Those funny symbols \( \oplus \ominus \otimes \oslash \) are just there to designate the approximation operations of floating-point machine arithmetic, as opposed to the exact mathematical operators \( + - \times / \); when it comes to computations in floating-point, the computer is almost always inaccurate, even if the error is very small. Rewritten in “normal” discrete-time math for clarity, our algorithm is this:

$$\begin{eqnarray} M[k] &=& M[k-1] + \frac{1}{k}\left(x[k] - M[k-1]\right) \cr S[k] &=& S[k-1] + \left(x[k]-M[k-1]\right)\left(x[k]-M[k]\right) \end{eqnarray}$$

We can write Welford’s method in Python as follows:

def welford0(x_array):
    k = 0
    for x in x_array:
        k += 1
        if k == 1:
            M = x
            S = 0
        else:
            Mnext = M + (x - M) / k
            S = S + (x - M)*(x - Mnext)
            M = Mnext
    return (M, S/(k-1))
for A in [1e7, -1e7]:
    y1b = y1 - 1 + A
    print "welford0:", welford0(y1b)
    print "numpy:   ", (np.mean(y1b), np.var(y1b))
welford0: (10000000.000567824, 0.039707477399781213)
numpy:    (10000000.000567835, 0.039704448154261794)
welford0: (-9999999.9994321764, 0.039707477399781213)
numpy:    (-9999999.9994321652, 0.039704448154261794)

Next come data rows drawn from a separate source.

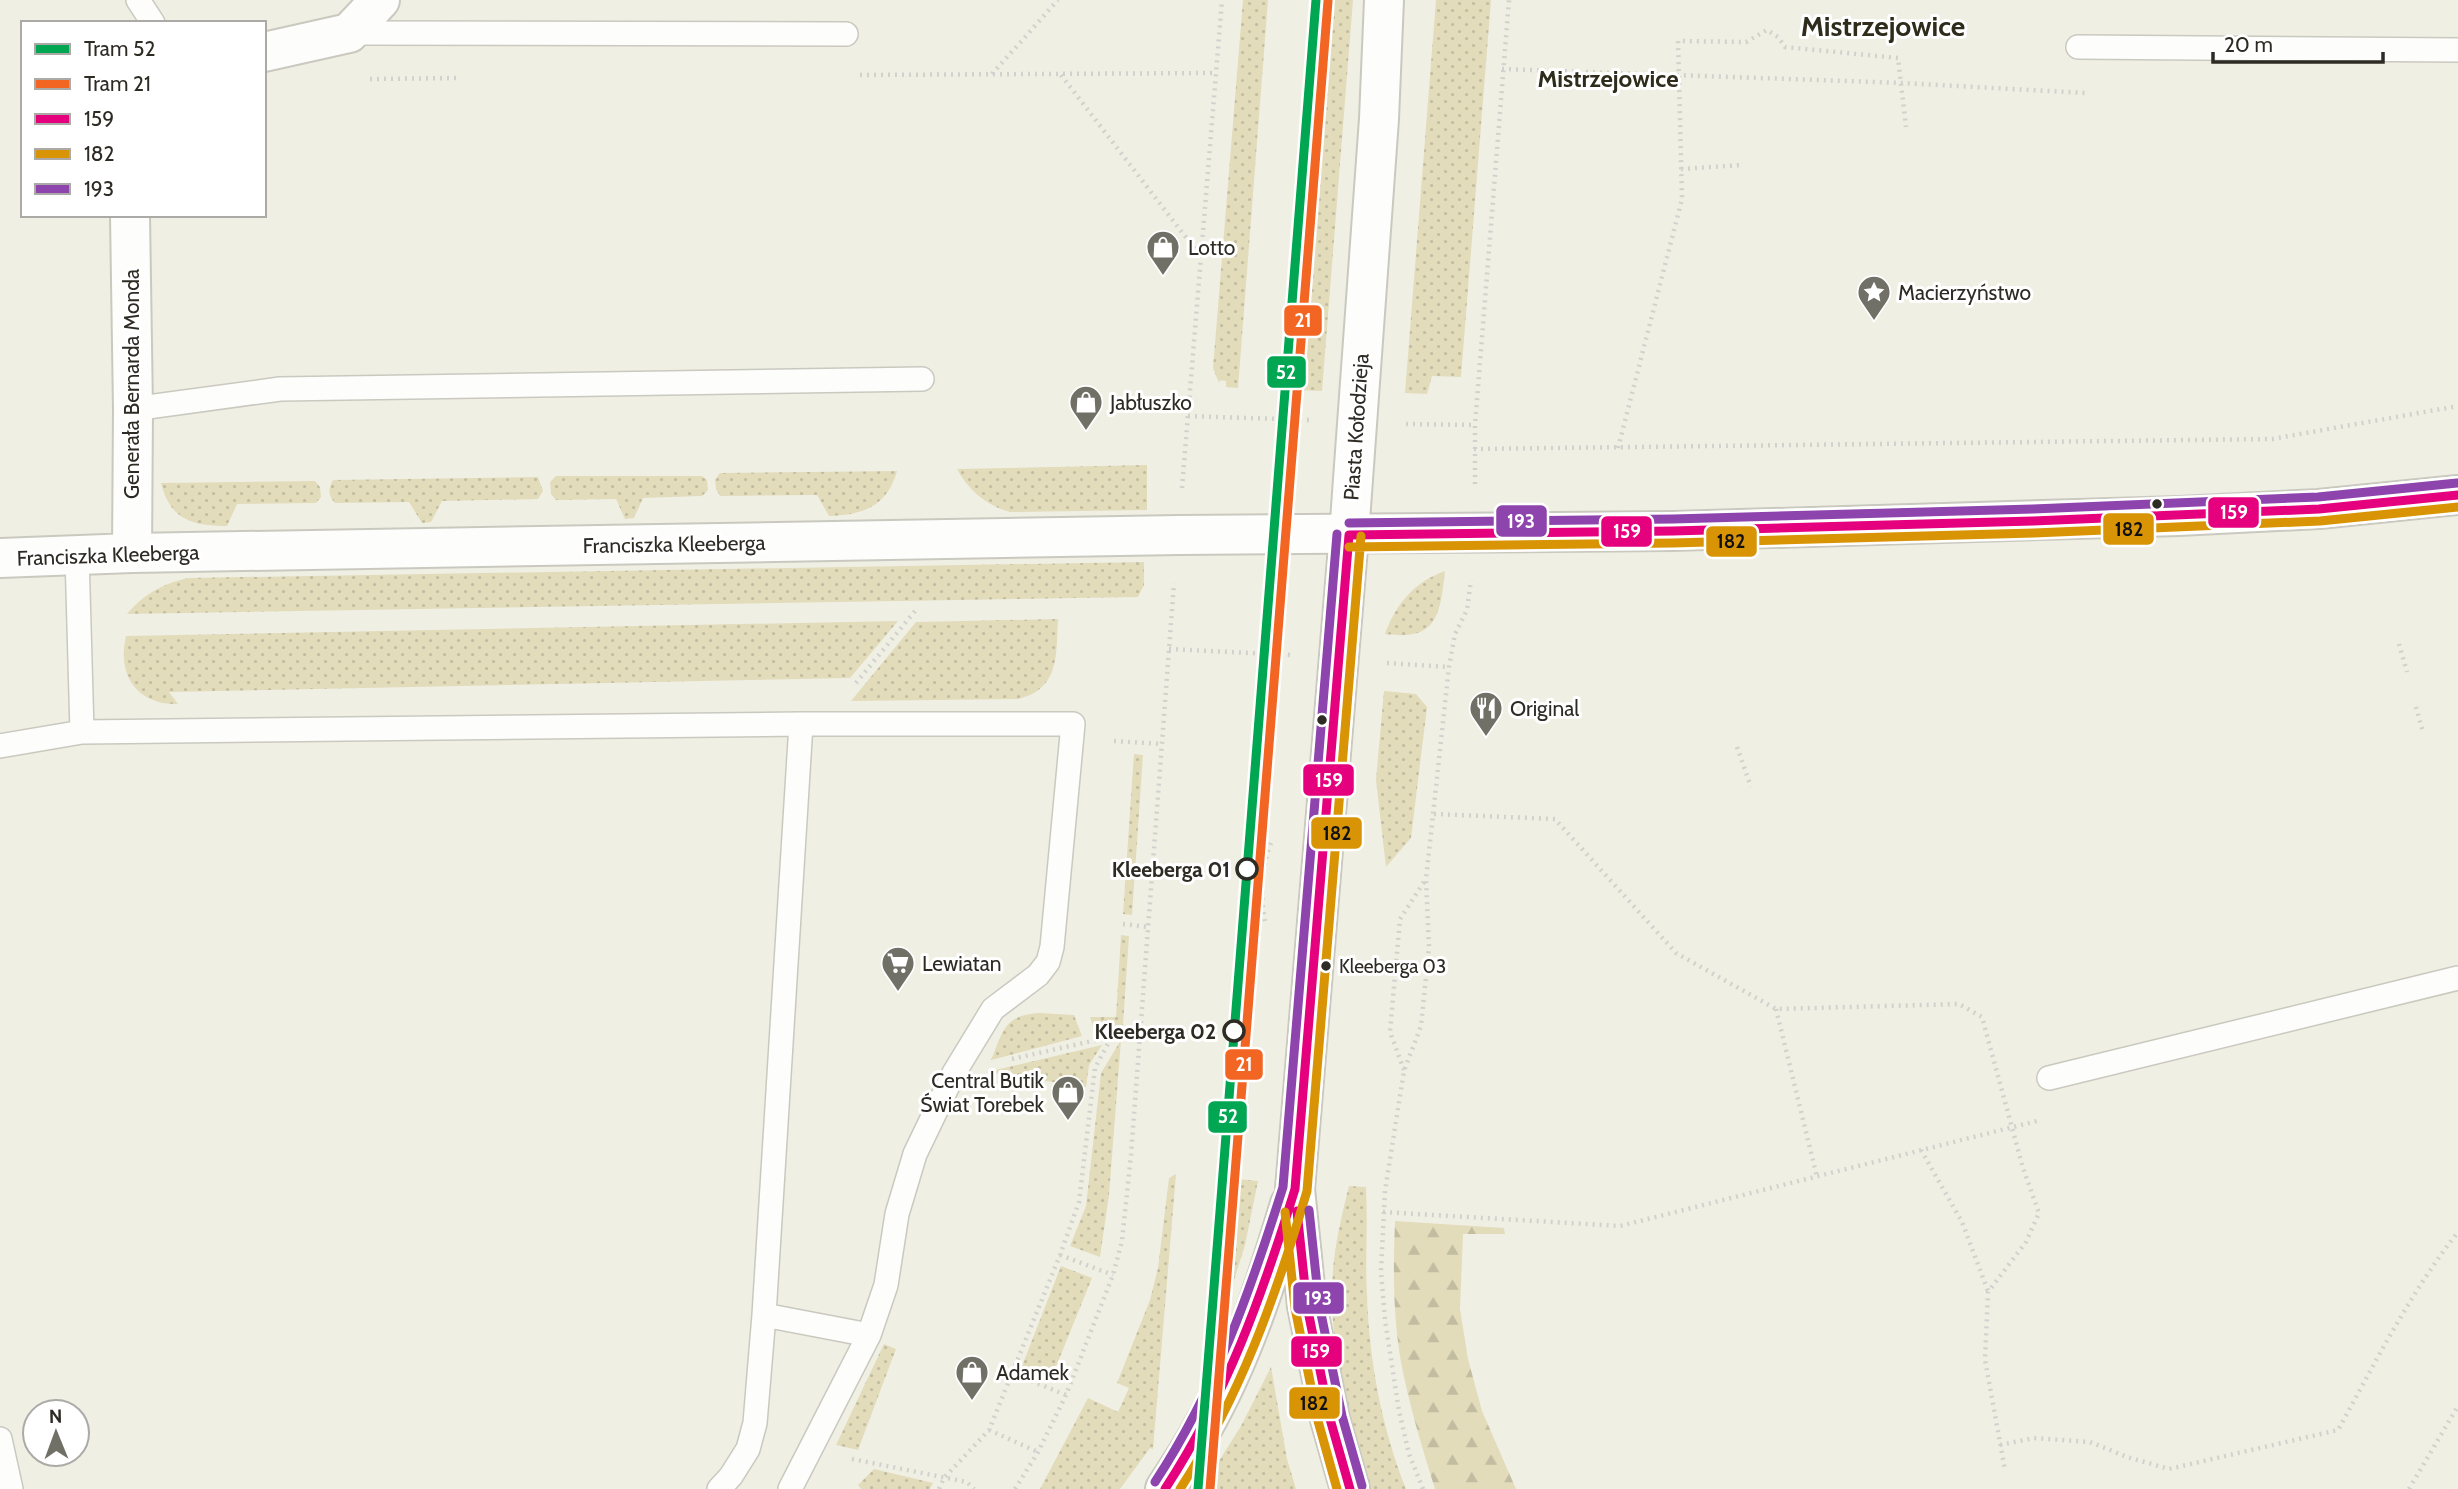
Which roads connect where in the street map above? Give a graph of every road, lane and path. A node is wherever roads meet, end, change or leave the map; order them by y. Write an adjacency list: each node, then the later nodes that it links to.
1 (138, 0): 7 (lane)
2 (380, 0): 8 (street)
3 (1058, 0): 14 (path)
4 (1222, 0): 22 (path)
5 (1384, 0): 35 (street, Piasta Kołodzieja)
6 (1508, 0): 13 (path)
7 (151, 21)
8 (349, 33): 9 (lane); 12 (street)
9 (846, 34)
10 (2078, 47): 11 (lane); 17 (path)
11 (2458, 50)
12 (266, 52)
13 (1502, 69): 16 (path); 29 (path)
14 (992, 74)
15 (1061, 75): 22 (path)
16 (1678, 76): 17 (path); 17 (path); 20 (path)
17 (1902, 83): 18 (path)
18 (1906, 127)
19 (1742, 165): 20 (path)
20 (1681, 169): 30 (path)
21 (130, 217): 25 (street, Generała Bernarda Monda)
22 (1201, 257): 26 (path)
23 (922, 379): 25 (lane)
24 (2458, 405): 30 (path)
25 (133, 409): 36 (street, Generała Bernarda Monda)
26 (1188, 416): 27 (path); 32 (path)
27 (1295, 420)
28 (1405, 424): 29 (path)
29 (1475, 425): 31 (path)
30 (1618, 448): 31 (path)
31 (1475, 449): 33 (path)
32 (1182, 494)
33 (1475, 494)
34 (2458, 495): 35 (street, Franciszka Kleeberga)
35 (1349, 535): 36 (street, Franciszka Kleeberga); 70 (street, Piasta Kołodzieja)
36 (132, 553): 37 (street, Franciszka Kleeberga)
37 (77, 555): 38 (street, Franciszka Kleeberga); 51 (lane)
38 (0, 558)
39 (1471, 575): 46 (path)
40 (1175, 578): 43 (path)
41 (915, 611): 50 (path)
42 (2399, 644): 47 (path)
43 (1169, 649): 44 (path); 59 (path)
44 (1276, 654)
45 (1381, 662): 46 (path)
46 (1448, 667): 56 (path)
47 (2407, 672)
48 (2416, 707): 52 (path)
49 (801, 724): 50 (lane); 51 (lane); 76 (lane)
50 (840, 724): 77 (lane)
51 (82, 732): 53 (lane)
52 (2423, 732)
53 (0, 746)
54 (1737, 747): 55 (path)
55 (1751, 787)
56 (1433, 814): 57 (path); 61 (path)
57 (1426, 878): 65 (path); 65 (path)
58 (1122, 923): 59 (path)
59 (1148, 927): 62 (path)
60 (2458, 978): 66 (lane)
61 (1776, 1009): 67 (path); 69 (path)
62 (1141, 1030): 63 (path); 74 (path)
63 (1112, 1036): 64 (path); 73 (path)
64 (1007, 1061)
65 (1404, 1071): 71 (path)
66 (2049, 1078): 67 (path)
67 (2012, 1127): 68 (path); 75 (path)
68 (1921, 1150): 69 (path); 75 (path)
69 (1817, 1177): 71 (path)
70 (1295, 1189): 94 (street, Piasta Kołodzieja); 95 (street, Piasta Kołodzieja)
71 (1383, 1212): 96 (path)
72 (2458, 1232): 83 (path)
73 (1060, 1255): 74 (path); 78 (path)
74 (1114, 1275): 79 (path)
75 (1988, 1292): 83 (path)
76 (764, 1315): 77 (lane); 89 (lane)
77 (869, 1335): 84 (lane)
78 (1012, 1373): 79 (path); 81 (path)
79 (1066, 1395): 85 (path)
80 (2458, 1406): 97 (path)
81 (989, 1430): 85 (path); 87 (path)
82 (0, 1439): 88 (lane)
83 (2000, 1445): 86 (path)
84 (810, 1450): 87 (path); 90 (lane)
85 (1038, 1452): 93 (path)
86 (2005, 1470)
87 (944, 1478): 91 (path); 92 (path)
88 (11, 1489)
89 (719, 1489)
90 (790, 1489)
91 (939, 1489)
92 (974, 1489)
93 (1015, 1489)
94 (1166, 1489)
95 (1350, 1489)
96 (1423, 1489)
97 (2409, 1489)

which is much better, but still slightly off in variance… so we have to wonder if maybe the numpy.var() method uses the \( N \) divisor rather than \( N-1 \). Sure enough, looking closely at the documentation of numpy.var(), it has a ddof which represents the number of degrees of freedom to be subtracted, and the notes say

In standard statistical practice, ddof=1 provides an unbiased estimator of the variance of a hypothetical infinite population.

So let’s fix it:

for A in [1e7, -1e7]:
    y1b = y1 - 1 + A
    print "welford0:", welford0(y1b)
    print "numpy:   ", (np.mean(y1b), np.var(y1b, ddof=1))
welford0: (10000000.000567824, 0.039707477399781213)
numpy:    (10000000.000567835, 0.039707477409480704)
welford0: (-9999999.9994321764, 0.039707477399781213)
numpy:    (-9999999.9994321652, 0.039707477409480704)

Hey, that’s much better. One of the things I’ve noticed is that you don’t have to handle the first case separately; you can just initialize the variables outside the loop to zero, so that the first time through we will calculate

<code> Mnext = 0 + (x - 0) / 1          = x
 S = 0 + (x - 0) * (x - Mnext)    = 0
</code>

and, yeah, it’s an “extra” calculation, but it also lets you just blindly loop through the whole array without having to special-case the first iteration.

def welford(x_array):
    k = 0 
    M = 0
    S = 0
    for x in x_array:
        k += 1
        Mnext = M + (x - M) / k
        S = S + (x - M)*(x - Mnext)
        M = Mnext
    return (M, S/(k-1))
for A in [1e7, -1e7]:
    y1b = y1 - 1 + A
    print "welford:", welford(y1b)
    print "numpy:   ", (np.mean(y1b), np.var(y1b, ddof=1))
welford: (10000000.000567824, 0.039707477399781213)
numpy:    (10000000.000567835, 0.039707477409480704)
welford: (-9999999.9994321764, 0.039707477399781213)
numpy:    (-9999999.9994321652, 0.039707477409480704)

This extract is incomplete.